Aim of the exercise
When you reach a picture, pass over it; otherwise repeat the listing word for word.

Data for analysis
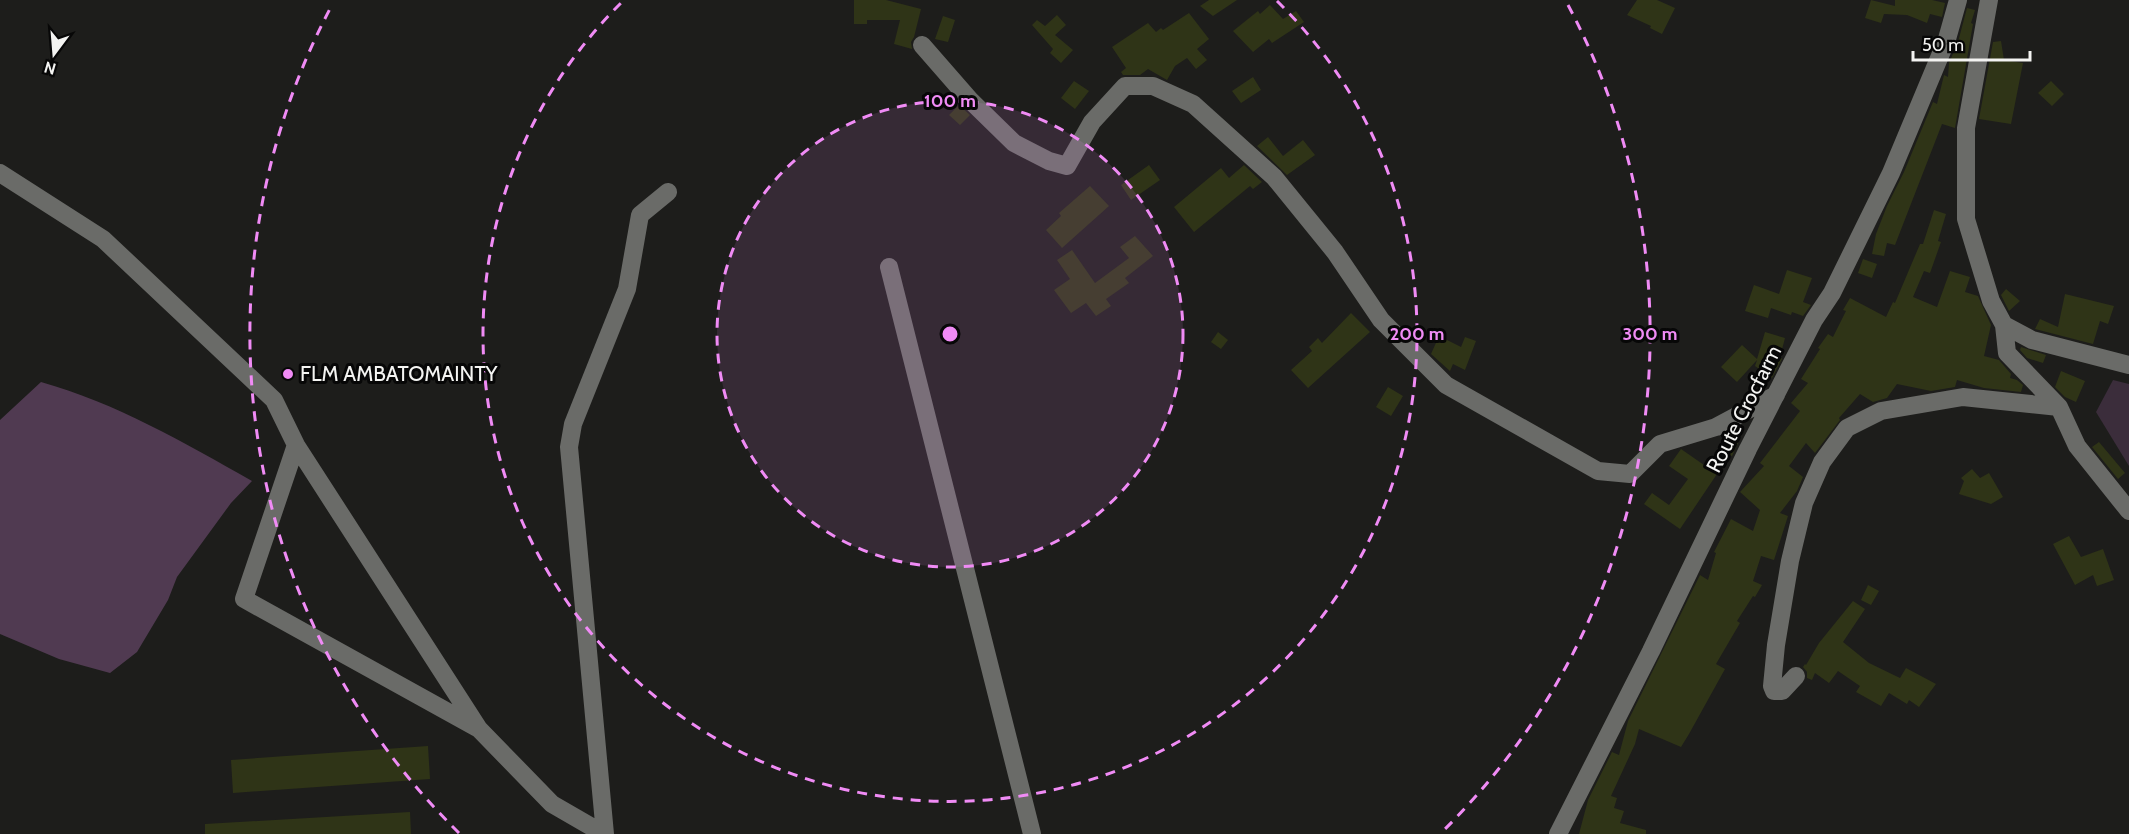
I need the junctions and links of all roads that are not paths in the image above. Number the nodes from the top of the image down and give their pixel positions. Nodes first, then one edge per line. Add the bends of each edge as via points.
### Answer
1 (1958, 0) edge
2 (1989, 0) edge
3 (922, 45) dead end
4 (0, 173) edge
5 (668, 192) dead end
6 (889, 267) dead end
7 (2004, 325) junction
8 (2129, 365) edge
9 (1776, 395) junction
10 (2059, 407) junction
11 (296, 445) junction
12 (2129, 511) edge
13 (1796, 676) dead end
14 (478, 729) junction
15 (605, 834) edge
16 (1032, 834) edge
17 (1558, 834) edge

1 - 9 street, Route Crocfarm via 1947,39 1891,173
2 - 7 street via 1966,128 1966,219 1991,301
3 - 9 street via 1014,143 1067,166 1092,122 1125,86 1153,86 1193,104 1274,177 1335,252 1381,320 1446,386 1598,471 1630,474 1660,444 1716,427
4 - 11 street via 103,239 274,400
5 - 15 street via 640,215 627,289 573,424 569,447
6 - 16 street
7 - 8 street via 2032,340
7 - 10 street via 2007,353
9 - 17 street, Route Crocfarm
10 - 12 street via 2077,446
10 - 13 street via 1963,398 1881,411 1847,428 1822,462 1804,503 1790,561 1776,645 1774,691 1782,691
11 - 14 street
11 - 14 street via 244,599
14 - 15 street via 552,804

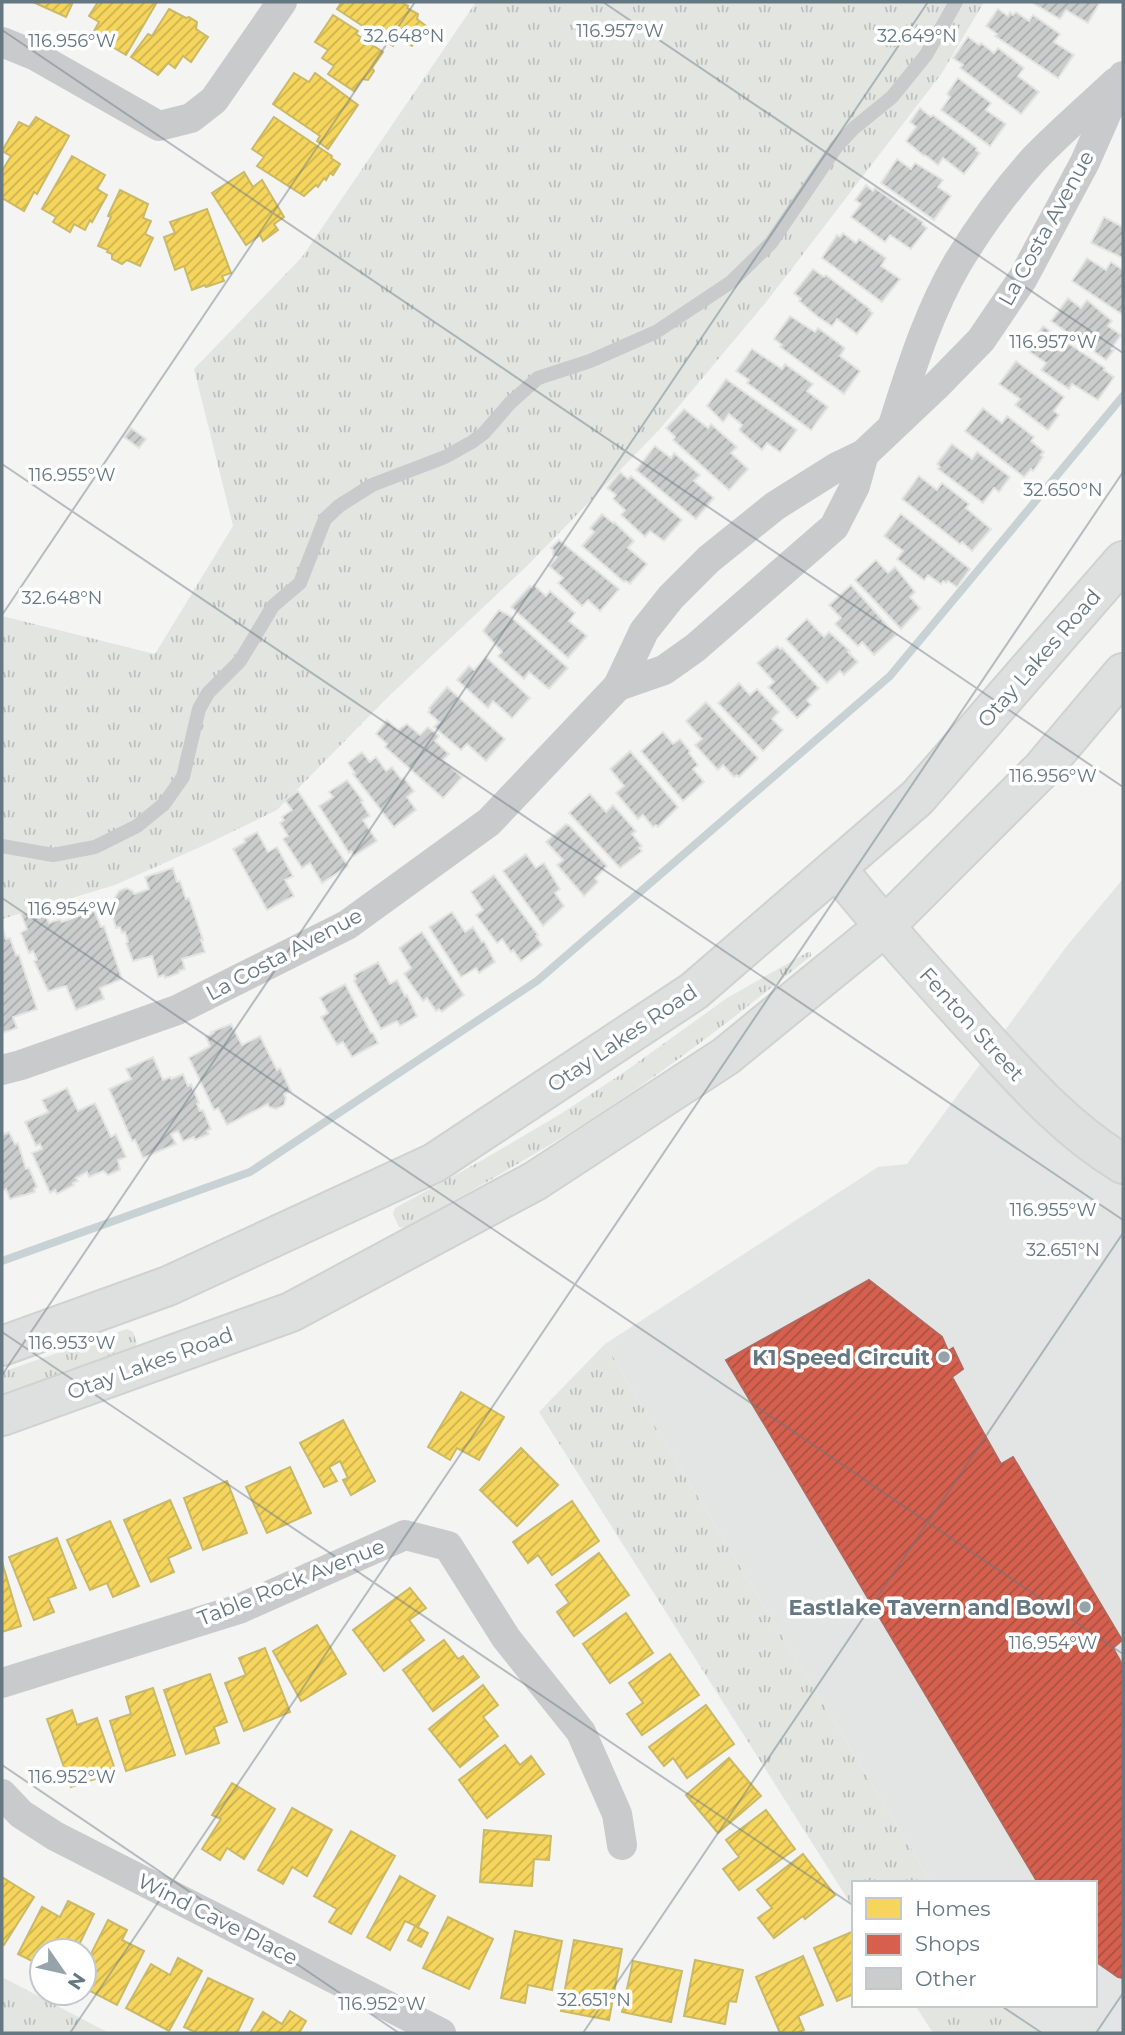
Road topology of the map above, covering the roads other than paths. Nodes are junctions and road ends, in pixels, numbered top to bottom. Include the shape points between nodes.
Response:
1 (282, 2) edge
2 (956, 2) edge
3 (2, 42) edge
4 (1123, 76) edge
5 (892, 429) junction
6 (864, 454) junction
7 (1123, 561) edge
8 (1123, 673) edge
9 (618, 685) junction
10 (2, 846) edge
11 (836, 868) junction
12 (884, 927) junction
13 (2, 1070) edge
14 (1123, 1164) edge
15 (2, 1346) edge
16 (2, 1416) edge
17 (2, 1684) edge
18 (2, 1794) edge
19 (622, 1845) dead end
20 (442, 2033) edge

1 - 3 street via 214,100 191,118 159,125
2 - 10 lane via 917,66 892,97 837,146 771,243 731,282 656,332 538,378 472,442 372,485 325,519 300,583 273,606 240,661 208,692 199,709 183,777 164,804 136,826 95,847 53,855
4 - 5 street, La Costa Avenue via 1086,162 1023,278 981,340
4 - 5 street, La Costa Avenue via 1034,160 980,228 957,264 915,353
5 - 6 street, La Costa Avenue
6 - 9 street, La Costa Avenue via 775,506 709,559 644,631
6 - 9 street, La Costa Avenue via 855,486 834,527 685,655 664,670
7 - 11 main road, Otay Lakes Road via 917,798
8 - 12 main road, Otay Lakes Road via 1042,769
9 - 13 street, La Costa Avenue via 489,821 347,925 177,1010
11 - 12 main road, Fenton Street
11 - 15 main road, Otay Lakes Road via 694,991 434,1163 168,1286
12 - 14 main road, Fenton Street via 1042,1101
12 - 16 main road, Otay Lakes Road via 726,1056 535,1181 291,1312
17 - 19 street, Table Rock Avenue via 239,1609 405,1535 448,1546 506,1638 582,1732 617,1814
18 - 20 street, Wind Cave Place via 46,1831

Exercise answer
I need the junctions and links of all roads that are not paths in the image above. Number the nodes from the top of the image down and give their pixel positions. Nodes first, then one edge per line. Add the bends of each edge as via points.
### Answer
1 (1958, 0) edge
2 (1989, 0) edge
3 (922, 45) dead end
4 (0, 173) edge
5 (668, 192) dead end
6 (889, 267) dead end
7 (2004, 325) junction
8 (2129, 365) edge
9 (1776, 395) junction
10 (2059, 407) junction
11 (296, 445) junction
12 (2129, 511) edge
13 (1796, 676) dead end
14 (478, 729) junction
15 (605, 834) edge
16 (1032, 834) edge
17 (1558, 834) edge

1 - 9 street, Route Crocfarm via 1947,39 1891,173
2 - 7 street via 1966,128 1966,219 1991,301
3 - 9 street via 1014,143 1067,166 1092,122 1125,86 1153,86 1193,104 1274,177 1335,252 1381,320 1446,386 1598,471 1630,474 1660,444 1716,427
4 - 11 street via 103,239 274,400
5 - 15 street via 640,215 627,289 573,424 569,447
6 - 16 street
7 - 8 street via 2032,340
7 - 10 street via 2007,353
9 - 17 street, Route Crocfarm
10 - 12 street via 2077,446
10 - 13 street via 1963,398 1881,411 1847,428 1822,462 1804,503 1790,561 1776,645 1774,691 1782,691
11 - 14 street
11 - 14 street via 244,599
14 - 15 street via 552,804

Road topology of the map above, covering the roads other than paths. Nodes are junctions and road ends, in pixels, numbered top to bottom. Include the shape points between nodes.
Response:
1 (282, 2) edge
2 (956, 2) edge
3 (2, 42) edge
4 (1123, 76) edge
5 (892, 429) junction
6 (864, 454) junction
7 (1123, 561) edge
8 (1123, 673) edge
9 (618, 685) junction
10 (2, 846) edge
11 (836, 868) junction
12 (884, 927) junction
13 (2, 1070) edge
14 (1123, 1164) edge
15 (2, 1346) edge
16 (2, 1416) edge
17 (2, 1684) edge
18 (2, 1794) edge
19 (622, 1845) dead end
20 (442, 2033) edge

1 - 3 street via 214,100 191,118 159,125
2 - 10 lane via 917,66 892,97 837,146 771,243 731,282 656,332 538,378 472,442 372,485 325,519 300,583 273,606 240,661 208,692 199,709 183,777 164,804 136,826 95,847 53,855
4 - 5 street, La Costa Avenue via 1086,162 1023,278 981,340
4 - 5 street, La Costa Avenue via 1034,160 980,228 957,264 915,353
5 - 6 street, La Costa Avenue
6 - 9 street, La Costa Avenue via 775,506 709,559 644,631
6 - 9 street, La Costa Avenue via 855,486 834,527 685,655 664,670
7 - 11 main road, Otay Lakes Road via 917,798
8 - 12 main road, Otay Lakes Road via 1042,769
9 - 13 street, La Costa Avenue via 489,821 347,925 177,1010
11 - 12 main road, Fenton Street
11 - 15 main road, Otay Lakes Road via 694,991 434,1163 168,1286
12 - 14 main road, Fenton Street via 1042,1101
12 - 16 main road, Otay Lakes Road via 726,1056 535,1181 291,1312
17 - 19 street, Table Rock Avenue via 239,1609 405,1535 448,1546 506,1638 582,1732 617,1814
18 - 20 street, Wind Cave Place via 46,1831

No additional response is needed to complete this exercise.